Tenho de pagar a conta de gás e luz. Tenho de pagar o aluguel. E as duas crianças. Volte logo. Eles têm o direito de contar com pais que cuidem deles dia e noite, um pai e uma mãe com quem possam tomar o café da manhã, que os acompanhem à escola e depois os busquem na saída. Têm o direito de ter uma família, uma família com uma casa onde todos almoçam juntos e se brinca e depois se vê um pouco de tevê e depois se dá boa-noite. Diga boa noite ao papai, Sandro, e você também, Anna, digam boa noite ao papai sem choramingar por favor. Historinha esta noite não, já está tarde; se quiserem historinha, vão logo escovar os dentes, papai conta, mas só quinze minutos; depois vamos dormir, porque senão chegamos tarde à escola, e o pai de vocês também pega o trem cedo, se chegar atrasado ao trabalho os outros reclamam. E as crianças – não lembra mais? – iam correndo escovar os dentes e depois lhe pediam que contasse a historinha, todas as noites, como sempre desde que as tivemos, como deve ser até que cresçam, até que saiam de casa e a gente fique velho. Mas talvez não lhe interesse mais envelhecer comigo, nem lhe interesse mais ver seus filhos crescerem. É isso? É isso mesmo?

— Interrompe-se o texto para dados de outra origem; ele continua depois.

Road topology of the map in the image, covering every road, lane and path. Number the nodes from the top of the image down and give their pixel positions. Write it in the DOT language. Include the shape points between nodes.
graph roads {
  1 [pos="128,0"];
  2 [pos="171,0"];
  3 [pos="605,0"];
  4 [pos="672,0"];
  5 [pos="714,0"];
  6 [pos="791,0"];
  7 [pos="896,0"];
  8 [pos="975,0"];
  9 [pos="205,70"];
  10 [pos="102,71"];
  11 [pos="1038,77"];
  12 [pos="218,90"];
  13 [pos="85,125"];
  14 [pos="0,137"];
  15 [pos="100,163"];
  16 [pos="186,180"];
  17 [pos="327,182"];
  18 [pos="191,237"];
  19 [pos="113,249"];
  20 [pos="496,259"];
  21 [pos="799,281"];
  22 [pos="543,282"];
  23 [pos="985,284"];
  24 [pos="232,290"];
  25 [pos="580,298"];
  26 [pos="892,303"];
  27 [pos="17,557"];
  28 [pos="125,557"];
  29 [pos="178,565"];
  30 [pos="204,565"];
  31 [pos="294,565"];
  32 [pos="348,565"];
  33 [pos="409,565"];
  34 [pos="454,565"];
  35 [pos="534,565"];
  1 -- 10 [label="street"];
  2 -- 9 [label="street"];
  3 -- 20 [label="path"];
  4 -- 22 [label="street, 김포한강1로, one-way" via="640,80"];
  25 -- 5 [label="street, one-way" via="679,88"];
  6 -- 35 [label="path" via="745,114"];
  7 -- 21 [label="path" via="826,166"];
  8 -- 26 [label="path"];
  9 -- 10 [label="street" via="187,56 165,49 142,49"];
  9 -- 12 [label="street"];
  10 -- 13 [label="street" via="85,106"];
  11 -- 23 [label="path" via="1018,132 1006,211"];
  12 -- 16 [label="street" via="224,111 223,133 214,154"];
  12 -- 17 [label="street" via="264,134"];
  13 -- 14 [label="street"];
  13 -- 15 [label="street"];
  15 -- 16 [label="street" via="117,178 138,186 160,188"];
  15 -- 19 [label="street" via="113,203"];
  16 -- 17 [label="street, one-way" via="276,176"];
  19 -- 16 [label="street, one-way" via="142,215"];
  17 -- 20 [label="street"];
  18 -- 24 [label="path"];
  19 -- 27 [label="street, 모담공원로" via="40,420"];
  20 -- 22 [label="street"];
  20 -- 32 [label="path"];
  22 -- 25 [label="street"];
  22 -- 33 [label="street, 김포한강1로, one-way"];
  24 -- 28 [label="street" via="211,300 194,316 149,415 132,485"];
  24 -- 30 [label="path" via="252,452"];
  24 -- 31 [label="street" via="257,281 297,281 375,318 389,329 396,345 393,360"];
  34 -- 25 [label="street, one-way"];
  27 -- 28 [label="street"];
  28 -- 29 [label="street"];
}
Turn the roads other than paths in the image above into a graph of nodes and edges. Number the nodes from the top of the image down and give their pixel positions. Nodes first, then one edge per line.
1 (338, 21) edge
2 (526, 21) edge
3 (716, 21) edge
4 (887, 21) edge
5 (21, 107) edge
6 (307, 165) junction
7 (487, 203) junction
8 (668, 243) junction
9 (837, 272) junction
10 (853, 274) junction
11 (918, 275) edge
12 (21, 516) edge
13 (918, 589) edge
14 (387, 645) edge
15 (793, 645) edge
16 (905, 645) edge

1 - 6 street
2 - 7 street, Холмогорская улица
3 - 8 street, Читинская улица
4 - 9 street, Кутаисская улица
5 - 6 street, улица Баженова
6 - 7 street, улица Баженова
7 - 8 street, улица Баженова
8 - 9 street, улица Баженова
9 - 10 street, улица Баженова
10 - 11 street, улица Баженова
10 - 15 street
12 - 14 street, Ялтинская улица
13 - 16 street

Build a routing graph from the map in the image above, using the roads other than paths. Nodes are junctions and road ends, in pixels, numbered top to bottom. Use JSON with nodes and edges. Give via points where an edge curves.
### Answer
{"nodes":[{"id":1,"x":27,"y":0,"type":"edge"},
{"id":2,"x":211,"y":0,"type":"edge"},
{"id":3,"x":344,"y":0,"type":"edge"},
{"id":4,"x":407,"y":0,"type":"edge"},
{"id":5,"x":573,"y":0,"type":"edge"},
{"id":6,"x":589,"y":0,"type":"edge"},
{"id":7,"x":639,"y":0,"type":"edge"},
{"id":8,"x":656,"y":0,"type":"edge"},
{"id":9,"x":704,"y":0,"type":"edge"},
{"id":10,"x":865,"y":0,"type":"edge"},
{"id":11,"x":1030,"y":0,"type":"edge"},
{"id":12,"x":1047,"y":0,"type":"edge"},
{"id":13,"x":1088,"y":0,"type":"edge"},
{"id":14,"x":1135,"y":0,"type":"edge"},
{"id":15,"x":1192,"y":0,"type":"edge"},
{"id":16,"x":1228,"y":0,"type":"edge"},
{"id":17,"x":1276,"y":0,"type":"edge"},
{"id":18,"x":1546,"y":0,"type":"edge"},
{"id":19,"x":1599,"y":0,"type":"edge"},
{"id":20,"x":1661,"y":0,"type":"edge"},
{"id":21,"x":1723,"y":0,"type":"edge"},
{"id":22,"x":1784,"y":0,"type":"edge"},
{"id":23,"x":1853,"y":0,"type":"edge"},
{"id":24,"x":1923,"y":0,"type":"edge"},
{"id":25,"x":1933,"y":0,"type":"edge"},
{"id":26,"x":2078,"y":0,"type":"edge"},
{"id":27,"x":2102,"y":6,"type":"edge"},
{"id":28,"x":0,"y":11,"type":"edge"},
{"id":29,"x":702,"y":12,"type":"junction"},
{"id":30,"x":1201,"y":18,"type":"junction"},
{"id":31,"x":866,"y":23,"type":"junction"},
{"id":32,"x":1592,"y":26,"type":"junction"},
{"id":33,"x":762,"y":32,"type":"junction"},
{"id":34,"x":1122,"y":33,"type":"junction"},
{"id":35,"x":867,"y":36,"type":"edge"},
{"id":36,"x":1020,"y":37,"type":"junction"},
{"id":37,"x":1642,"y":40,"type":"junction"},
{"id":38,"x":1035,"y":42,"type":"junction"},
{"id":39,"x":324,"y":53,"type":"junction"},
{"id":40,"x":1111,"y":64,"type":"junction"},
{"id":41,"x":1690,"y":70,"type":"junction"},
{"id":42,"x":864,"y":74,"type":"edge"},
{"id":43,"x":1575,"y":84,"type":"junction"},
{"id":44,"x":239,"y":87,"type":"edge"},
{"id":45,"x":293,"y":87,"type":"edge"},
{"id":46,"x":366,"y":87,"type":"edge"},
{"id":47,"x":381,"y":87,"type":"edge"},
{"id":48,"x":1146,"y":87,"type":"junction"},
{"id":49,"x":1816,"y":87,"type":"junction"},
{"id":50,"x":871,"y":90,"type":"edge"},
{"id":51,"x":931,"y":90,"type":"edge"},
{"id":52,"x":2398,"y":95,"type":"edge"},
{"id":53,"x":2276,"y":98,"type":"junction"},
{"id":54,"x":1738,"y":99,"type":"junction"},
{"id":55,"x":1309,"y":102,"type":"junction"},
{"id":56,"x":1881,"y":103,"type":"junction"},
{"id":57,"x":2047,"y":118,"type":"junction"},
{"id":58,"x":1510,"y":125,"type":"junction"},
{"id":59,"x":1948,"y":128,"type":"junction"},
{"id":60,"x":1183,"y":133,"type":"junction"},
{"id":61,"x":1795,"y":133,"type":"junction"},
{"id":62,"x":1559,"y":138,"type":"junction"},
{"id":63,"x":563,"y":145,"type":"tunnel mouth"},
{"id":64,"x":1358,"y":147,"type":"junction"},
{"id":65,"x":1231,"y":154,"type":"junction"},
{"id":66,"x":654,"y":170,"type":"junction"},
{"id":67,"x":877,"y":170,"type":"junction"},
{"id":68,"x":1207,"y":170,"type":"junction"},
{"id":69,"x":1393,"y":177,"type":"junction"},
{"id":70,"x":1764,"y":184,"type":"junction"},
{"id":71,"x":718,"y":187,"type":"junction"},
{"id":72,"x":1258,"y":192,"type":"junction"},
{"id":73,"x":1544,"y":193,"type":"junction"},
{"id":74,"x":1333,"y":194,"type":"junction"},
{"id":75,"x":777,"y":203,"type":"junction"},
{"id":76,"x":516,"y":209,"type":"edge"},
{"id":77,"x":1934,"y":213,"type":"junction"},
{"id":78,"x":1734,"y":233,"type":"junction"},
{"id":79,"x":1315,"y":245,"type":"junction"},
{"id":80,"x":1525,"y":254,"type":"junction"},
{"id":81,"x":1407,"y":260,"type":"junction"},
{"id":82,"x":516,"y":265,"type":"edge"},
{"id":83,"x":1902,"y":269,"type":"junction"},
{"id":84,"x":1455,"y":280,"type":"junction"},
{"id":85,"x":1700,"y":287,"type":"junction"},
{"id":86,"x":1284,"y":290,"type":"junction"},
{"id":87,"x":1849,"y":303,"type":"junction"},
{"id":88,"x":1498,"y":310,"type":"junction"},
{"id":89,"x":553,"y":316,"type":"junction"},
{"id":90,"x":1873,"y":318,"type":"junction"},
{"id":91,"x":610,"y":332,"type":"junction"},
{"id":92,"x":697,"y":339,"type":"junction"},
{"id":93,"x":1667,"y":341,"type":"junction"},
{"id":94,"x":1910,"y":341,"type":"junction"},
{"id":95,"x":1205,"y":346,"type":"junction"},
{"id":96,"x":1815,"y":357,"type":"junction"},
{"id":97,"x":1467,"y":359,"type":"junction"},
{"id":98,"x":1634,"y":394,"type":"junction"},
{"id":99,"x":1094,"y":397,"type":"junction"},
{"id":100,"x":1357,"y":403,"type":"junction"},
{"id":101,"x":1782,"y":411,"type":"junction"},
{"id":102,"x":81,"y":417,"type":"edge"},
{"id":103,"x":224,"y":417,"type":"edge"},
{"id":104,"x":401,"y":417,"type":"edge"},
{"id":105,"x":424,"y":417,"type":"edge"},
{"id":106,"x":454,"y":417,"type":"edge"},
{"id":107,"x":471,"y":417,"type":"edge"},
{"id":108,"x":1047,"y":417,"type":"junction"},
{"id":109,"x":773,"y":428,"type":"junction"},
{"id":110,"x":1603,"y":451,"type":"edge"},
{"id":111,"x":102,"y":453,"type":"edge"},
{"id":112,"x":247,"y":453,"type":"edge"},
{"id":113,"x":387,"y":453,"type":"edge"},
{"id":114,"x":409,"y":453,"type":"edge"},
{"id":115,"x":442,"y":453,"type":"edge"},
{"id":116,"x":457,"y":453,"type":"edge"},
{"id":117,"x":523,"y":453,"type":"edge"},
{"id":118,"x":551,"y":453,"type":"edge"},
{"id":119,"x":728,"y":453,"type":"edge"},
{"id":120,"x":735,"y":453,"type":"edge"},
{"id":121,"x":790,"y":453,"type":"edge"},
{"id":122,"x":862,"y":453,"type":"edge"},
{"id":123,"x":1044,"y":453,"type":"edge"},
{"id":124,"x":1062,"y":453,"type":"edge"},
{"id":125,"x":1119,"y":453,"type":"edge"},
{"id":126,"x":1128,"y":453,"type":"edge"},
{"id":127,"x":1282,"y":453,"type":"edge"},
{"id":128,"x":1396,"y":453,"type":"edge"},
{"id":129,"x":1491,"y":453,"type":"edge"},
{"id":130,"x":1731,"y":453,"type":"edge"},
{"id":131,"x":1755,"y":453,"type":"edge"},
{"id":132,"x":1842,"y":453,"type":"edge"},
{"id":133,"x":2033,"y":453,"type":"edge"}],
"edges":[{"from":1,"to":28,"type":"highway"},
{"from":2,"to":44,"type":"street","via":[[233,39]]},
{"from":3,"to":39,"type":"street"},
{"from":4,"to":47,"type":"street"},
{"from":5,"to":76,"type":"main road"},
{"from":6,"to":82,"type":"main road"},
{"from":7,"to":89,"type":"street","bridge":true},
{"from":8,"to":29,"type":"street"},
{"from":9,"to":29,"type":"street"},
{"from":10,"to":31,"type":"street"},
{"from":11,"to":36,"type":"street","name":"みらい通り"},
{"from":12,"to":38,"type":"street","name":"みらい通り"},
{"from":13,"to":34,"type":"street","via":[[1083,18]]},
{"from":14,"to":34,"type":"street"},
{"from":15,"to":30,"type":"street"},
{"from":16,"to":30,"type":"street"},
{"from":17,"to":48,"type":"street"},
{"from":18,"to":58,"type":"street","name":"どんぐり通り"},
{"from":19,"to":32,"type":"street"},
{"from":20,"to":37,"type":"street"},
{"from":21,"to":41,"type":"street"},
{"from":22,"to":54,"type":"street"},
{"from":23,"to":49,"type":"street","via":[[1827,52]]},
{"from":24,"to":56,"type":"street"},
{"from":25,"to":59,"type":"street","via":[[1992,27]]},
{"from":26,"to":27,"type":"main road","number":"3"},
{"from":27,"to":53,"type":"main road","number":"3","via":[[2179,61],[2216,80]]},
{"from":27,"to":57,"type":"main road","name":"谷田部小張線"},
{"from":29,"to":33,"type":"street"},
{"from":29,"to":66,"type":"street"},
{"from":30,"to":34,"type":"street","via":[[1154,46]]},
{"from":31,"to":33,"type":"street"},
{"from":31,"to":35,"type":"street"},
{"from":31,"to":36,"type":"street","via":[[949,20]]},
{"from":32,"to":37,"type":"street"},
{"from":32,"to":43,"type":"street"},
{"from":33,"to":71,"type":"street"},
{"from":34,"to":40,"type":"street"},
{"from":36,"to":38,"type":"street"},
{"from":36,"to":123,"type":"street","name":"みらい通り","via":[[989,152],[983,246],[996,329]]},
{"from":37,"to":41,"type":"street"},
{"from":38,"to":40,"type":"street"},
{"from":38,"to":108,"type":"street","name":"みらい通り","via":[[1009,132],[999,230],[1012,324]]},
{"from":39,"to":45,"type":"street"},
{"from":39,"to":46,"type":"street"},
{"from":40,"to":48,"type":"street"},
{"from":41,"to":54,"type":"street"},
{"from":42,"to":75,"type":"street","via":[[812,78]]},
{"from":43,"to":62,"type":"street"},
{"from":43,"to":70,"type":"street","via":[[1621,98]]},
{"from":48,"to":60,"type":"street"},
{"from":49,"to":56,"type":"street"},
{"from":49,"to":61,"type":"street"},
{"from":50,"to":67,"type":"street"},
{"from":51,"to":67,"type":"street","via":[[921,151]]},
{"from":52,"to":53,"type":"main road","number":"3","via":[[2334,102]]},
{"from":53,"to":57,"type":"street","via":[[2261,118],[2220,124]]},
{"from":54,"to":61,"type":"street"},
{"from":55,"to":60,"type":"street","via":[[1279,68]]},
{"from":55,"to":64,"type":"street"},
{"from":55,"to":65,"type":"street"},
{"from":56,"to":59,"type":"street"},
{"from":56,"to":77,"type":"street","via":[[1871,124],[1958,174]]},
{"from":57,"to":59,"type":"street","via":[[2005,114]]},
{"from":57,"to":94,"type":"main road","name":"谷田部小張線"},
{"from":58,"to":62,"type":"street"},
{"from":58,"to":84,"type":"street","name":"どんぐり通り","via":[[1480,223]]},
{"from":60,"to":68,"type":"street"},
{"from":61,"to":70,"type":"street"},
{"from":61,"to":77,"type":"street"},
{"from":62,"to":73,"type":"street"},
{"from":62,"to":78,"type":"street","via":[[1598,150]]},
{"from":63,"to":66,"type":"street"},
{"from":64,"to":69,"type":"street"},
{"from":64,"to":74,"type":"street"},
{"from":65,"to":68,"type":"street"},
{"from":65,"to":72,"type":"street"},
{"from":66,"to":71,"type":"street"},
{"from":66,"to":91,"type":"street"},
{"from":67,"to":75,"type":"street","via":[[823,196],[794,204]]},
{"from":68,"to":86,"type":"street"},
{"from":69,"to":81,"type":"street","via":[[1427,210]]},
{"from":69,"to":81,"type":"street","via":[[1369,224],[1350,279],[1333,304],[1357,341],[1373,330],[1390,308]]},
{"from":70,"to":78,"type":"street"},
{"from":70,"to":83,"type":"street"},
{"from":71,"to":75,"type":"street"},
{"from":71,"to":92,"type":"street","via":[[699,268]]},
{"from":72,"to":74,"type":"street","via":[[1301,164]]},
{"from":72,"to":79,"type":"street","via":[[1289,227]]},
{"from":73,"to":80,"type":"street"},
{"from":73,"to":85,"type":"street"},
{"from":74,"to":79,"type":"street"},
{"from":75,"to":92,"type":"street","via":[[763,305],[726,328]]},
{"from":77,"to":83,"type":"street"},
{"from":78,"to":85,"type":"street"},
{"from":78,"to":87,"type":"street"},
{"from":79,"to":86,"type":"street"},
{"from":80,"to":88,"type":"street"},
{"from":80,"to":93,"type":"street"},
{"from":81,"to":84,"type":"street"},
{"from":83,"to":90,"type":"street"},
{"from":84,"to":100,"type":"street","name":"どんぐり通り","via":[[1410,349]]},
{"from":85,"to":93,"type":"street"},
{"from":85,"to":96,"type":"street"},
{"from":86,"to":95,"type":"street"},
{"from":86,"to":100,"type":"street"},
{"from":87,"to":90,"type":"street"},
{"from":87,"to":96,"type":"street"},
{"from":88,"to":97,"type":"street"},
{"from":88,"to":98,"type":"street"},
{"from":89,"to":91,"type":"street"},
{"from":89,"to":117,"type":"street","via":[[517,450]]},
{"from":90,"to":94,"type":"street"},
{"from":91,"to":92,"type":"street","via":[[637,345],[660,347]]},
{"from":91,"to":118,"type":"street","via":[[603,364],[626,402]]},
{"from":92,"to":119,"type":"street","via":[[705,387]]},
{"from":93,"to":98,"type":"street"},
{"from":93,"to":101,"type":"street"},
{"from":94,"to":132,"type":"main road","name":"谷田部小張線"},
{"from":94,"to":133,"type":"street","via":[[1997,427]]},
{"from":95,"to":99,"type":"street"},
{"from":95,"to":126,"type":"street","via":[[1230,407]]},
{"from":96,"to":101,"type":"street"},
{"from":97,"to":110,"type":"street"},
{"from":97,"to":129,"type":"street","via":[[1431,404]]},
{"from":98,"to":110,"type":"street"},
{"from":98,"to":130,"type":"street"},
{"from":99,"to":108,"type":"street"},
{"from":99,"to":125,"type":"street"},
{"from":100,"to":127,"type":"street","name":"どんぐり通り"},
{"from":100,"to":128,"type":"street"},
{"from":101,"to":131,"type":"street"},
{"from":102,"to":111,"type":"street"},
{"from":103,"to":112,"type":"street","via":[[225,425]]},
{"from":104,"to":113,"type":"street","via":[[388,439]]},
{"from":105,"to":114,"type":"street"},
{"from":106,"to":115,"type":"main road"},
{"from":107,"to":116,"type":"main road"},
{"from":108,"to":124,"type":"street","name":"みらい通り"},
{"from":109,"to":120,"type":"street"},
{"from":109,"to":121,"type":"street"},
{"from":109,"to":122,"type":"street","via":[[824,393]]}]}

Estou com medo. A casa é isolada, você sabe como Nápoles é, este lugar é terrível. De noite ouço barulhos e risadas, não consigo dormir, estou exausta. E se entrar um ladrão pela janela? Se nos roubarem a televisão, o toca-discos? Se alguém que não gosta de você resolve se vingar e mata a gente durante o sono? Será possível que você não entende o peso que me deixou nas costas? Esqueceu que eu não tenho um trabalho, que não sei como tocar o barco? Não me faça perder a paciência, Aldo, tome cuidado. Se eu quiser, vou fazer você pagar.”